Tuesday, June 12, 2012

A Concrete Idea

My son and I were at the hardware store and he asked if he could get a bag of concrete mix. Concrete mix??? I asked him why he wanted concrete mix and he said he "wanted to make stuff" with it.

Good enough reason for me. I am always up for trying to make new things, so we bought a 60 pound bag of concrete mix and we took it home.

Now, neither of us had any idea what to do with that 60 pound bag of concrete.

Did I mention the bag was 60 pounds? Sixty pounds is VERY HEAVY. 

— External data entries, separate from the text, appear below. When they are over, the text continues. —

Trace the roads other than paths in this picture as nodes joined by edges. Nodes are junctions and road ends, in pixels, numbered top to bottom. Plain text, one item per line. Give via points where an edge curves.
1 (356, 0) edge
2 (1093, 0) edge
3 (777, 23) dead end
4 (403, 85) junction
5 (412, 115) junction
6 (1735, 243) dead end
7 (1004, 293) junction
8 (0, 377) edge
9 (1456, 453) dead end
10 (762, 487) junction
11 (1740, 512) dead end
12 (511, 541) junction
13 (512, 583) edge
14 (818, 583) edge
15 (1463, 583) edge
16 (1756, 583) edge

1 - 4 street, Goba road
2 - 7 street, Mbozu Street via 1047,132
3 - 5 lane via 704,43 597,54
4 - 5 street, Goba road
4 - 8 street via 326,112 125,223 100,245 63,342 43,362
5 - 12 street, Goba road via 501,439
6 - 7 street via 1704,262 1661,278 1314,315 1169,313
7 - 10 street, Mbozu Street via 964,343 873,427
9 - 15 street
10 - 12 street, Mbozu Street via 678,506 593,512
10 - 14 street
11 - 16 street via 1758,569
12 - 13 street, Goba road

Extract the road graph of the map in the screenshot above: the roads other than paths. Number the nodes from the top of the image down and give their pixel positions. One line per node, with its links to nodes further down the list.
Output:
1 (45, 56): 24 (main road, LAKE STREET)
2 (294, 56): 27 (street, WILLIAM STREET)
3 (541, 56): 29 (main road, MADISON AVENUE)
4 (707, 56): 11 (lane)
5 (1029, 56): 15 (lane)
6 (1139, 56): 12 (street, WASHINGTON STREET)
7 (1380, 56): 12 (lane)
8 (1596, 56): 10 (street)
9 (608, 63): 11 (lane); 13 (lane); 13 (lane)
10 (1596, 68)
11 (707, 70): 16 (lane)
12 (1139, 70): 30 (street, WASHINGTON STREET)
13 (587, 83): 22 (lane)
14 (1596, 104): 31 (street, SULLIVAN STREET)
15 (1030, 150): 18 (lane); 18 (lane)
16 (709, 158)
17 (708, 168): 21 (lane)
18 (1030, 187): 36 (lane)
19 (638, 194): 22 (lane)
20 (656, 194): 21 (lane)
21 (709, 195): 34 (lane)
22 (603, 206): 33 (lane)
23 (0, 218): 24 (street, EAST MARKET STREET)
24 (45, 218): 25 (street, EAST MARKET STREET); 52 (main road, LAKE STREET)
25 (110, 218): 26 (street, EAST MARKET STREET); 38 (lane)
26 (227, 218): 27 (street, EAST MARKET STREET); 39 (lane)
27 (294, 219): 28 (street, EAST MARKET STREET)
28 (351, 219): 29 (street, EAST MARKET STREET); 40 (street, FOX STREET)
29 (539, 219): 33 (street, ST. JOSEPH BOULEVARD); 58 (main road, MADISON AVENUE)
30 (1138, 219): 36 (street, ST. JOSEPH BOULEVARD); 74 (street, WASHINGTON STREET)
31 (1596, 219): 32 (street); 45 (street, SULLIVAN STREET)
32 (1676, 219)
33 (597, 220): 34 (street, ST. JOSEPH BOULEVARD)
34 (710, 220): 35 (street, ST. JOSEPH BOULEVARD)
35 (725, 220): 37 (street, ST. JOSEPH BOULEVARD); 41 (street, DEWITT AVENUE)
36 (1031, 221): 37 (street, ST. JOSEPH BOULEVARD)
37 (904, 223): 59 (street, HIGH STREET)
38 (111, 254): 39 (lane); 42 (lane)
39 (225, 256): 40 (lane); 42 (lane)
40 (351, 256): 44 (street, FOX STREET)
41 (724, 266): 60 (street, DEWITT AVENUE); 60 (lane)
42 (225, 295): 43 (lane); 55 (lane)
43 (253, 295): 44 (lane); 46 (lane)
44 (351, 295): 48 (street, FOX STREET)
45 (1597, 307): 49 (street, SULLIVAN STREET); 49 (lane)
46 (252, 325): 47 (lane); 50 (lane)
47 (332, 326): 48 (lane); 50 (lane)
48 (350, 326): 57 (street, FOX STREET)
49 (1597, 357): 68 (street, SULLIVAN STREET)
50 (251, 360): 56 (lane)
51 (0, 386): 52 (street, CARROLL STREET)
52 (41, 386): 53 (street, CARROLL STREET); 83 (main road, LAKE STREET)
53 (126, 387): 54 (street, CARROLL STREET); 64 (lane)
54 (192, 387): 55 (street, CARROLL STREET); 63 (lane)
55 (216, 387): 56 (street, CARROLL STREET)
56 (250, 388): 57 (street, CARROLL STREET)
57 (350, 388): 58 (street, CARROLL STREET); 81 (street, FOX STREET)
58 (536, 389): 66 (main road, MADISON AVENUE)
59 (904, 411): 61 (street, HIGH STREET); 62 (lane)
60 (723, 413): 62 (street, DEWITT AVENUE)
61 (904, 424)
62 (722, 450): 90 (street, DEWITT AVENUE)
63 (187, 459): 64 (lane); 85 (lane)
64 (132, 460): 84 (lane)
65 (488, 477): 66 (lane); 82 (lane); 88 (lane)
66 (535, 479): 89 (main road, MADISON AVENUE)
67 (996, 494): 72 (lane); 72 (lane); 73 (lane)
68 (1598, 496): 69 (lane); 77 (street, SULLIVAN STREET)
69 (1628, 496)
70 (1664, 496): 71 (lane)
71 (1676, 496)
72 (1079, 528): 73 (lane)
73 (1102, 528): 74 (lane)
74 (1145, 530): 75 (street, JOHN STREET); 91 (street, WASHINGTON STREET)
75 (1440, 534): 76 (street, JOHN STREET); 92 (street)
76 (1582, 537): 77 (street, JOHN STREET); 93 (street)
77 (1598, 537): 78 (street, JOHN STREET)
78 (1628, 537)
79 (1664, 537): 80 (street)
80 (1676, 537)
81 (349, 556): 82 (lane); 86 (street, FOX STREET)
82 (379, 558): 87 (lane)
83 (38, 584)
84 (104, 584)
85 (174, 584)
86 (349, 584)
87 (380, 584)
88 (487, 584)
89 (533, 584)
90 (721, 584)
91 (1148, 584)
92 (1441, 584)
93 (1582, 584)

We lugged it into the garage and since I did not want to move it from where we had lugged it, I wanted to make something so we could use up the concrete and not have to move that heavy bag again.

We went to the dollar store and bought some bowls, cups and some other shapes for molds.  We bought some gloves and went to work.

 We ended up making several tealight candle holders, flower pots, and bowls. It was so much fun! I think I am now addicted - just as I am with the logs - I love this stuff!

The concrete project I am currently working on is a concrete fire bowl. It is a concrete bowl with small rocks on the top around the edge, and then  a cannister of gel fuel is added to the center. They look really pretty at night, so I can't wait to see how mine turns out.